OpenMP should do the trick:
// test.cpp
#include <omp.h>
#include <iostream>
using namespace std;
int main(int argc, char** argv) {
int nThreads = omp_get_max_threads();
cout << "Can run as many as: " << nThreads << " threads." << endl;
}
most compilers support OpenMP. If you are using a gcc-based compiler (*nix, MacOS), you need to compile using:
$ g++ -fopenmp -o test.o test.cpp
(you might also need to tell your compiler to use the stdc++ library):
$ g++ -fopenmp -o test.o -lstdc++ test.cpp
As far as I know OpenMP was designed to solve this kind of problems.
This is very easy to do in Python:
$ python -c "import psutil; psutil.cpu_count(logical=False)"
4
Maybe you could look at the psutil source code to see what is going on?
You may use the library libcpuid (Also on GitHub - libcpuid).
As can be seen in its documentation page:
#include <stdio.h>
#include <libcpuid.h>
int main(void)
{
if (!cpuid_present()) { // check for CPUID presence
printf("Sorry, your CPU doesn't support CPUID!\n");
return -1;
}
if (cpuid_get_raw_data(&raw) < 0) { // obtain the raw CPUID data
printf("Sorry, cannot get the CPUID raw data.\n");
printf("Error: %s\n", cpuid_error()); // cpuid_error() gives the last error description
return -2;
}
if (cpu_identify(&raw, &data) < 0) { // identify the CPU, using the given raw data.
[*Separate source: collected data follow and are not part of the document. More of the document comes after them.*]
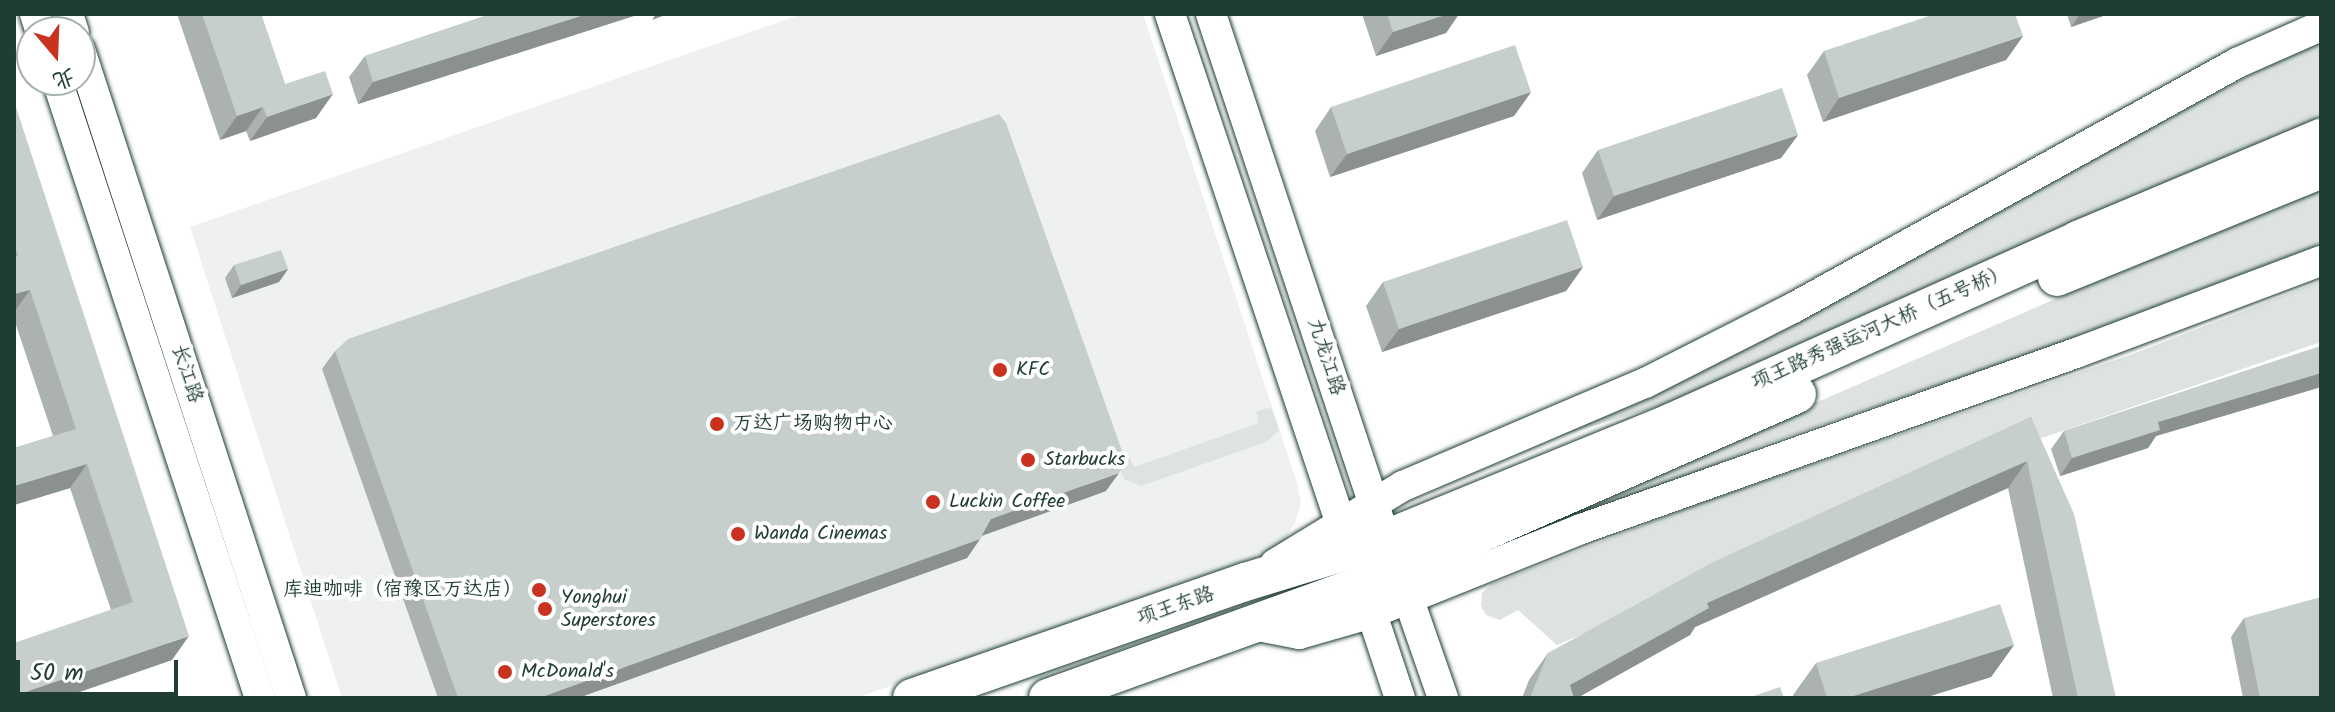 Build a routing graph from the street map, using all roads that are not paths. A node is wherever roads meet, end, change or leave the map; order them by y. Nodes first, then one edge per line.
1 (1170, 14) edge
2 (1211, 14) edge
3 (2321, 26) edge
4 (62, 96) edge
5 (95, 96) edge
6 (2321, 138) edge
7 (2321, 169) edge
8 (2321, 261) edge
9 (1374, 504) junction
10 (1445, 532) junction
11 (1356, 568) junction
12 (1398, 570) junction
13 (260, 698) edge
14 (291, 698) edge
15 (912, 698) edge
16 (1048, 698) edge
17 (1400, 698) edge
18 (1443, 698) edge

1 - 11 street, 九龙江路
2 - 9 street, 九龙江路
3 - 9 street
4 - 13 street, 长江路
5 - 14 street, 长江路
6 - 10 main road, 项王路秀强运河大桥（五号桥）
7 - 10 main road, 项王路秀强运河大桥（五号桥）
8 - 12 street
9 - 11 street
9 - 12 street, 九龙江路
10 - 12 main road, 项王东路
11 - 12 main road, 项王东路
11 - 15 main road, 项王东路
11 - 16 main road, 项王东路
11 - 17 street, 九龙江路
12 - 18 street, 九龙江路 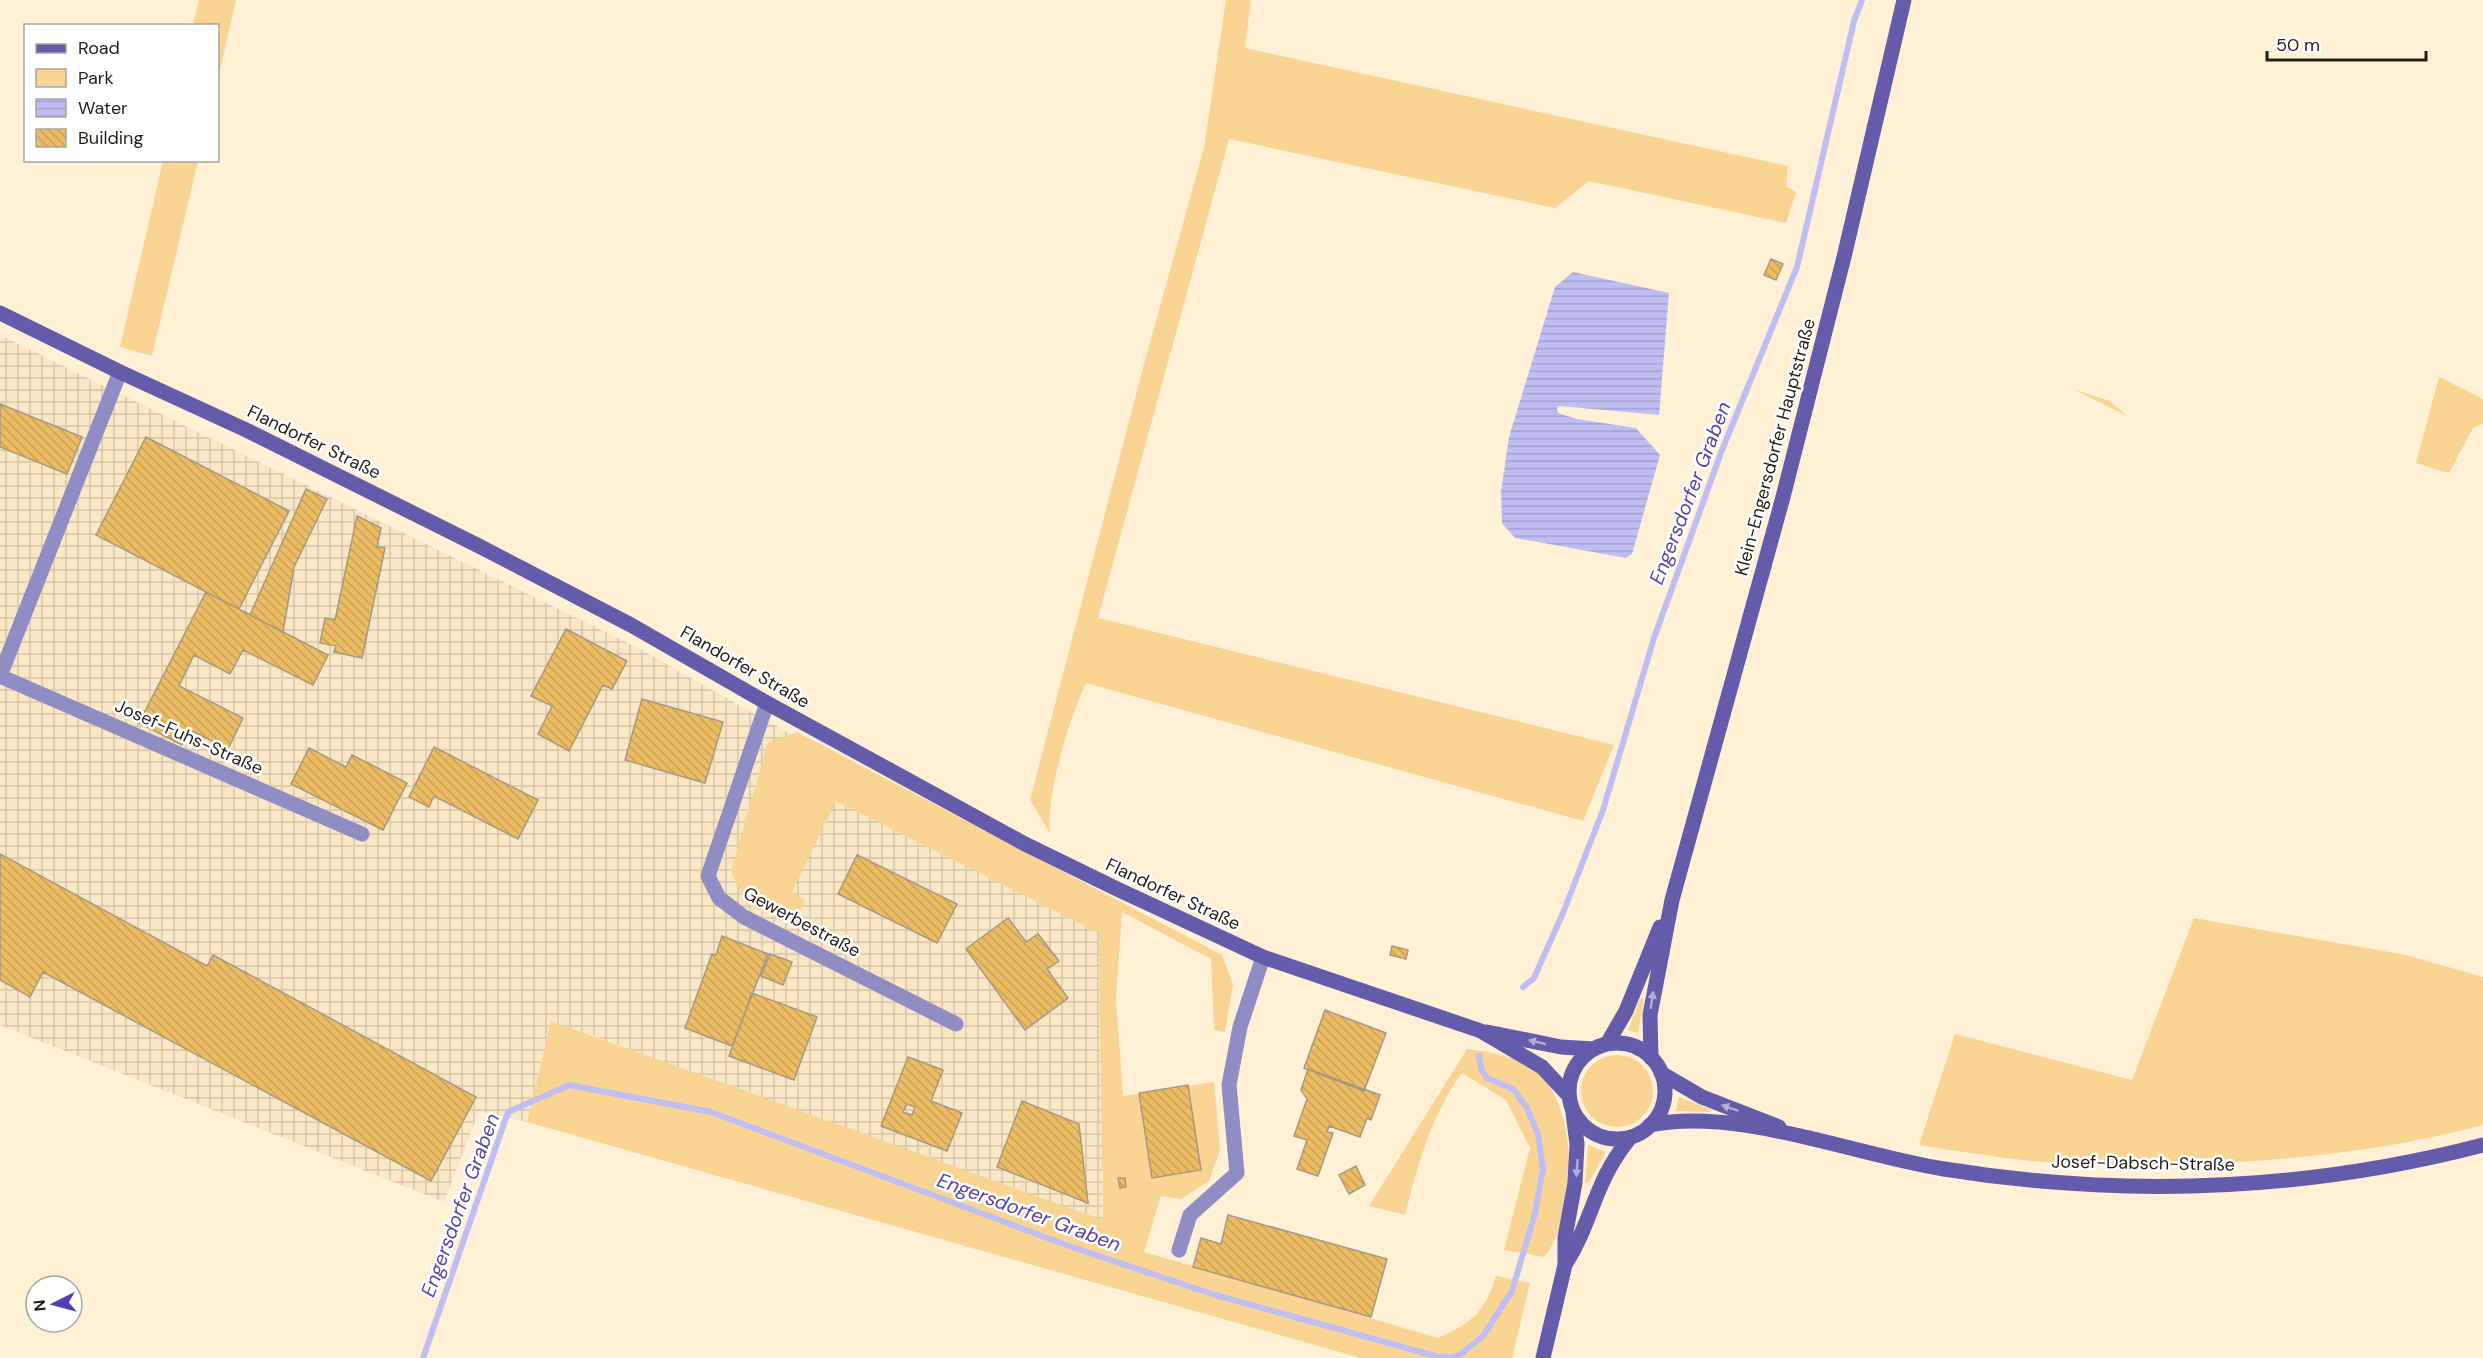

printf("Sorrry, CPU identification failed.\n");
printf("Error: %s\n", cpuid_error());
return -3;
}
printf("Found: %s CPU\n", data.vendor_str); // print out the vendor string (e.g. `GenuineIntel')
printf("Processor model is `%s'\n", data.cpu_codename); // print out the CPU code name (e.g. `Pentium 4 (Northwood)')
printf("The full brand string is `%s'\n", data.brand_str); // print out the CPU brand string
printf("The processor has %dK L1 cache and %dK L2 cache\n",
data.l1_data_cache, data.l2_cache); // print out cache size information
printf("The processor has %d cores and %d logical processors\n",
data.num_cores, data.num_logical_cpus); // print out CPU cores information
}
As can be seen, data.num_cores, holds the number of Physical cores of the CPU.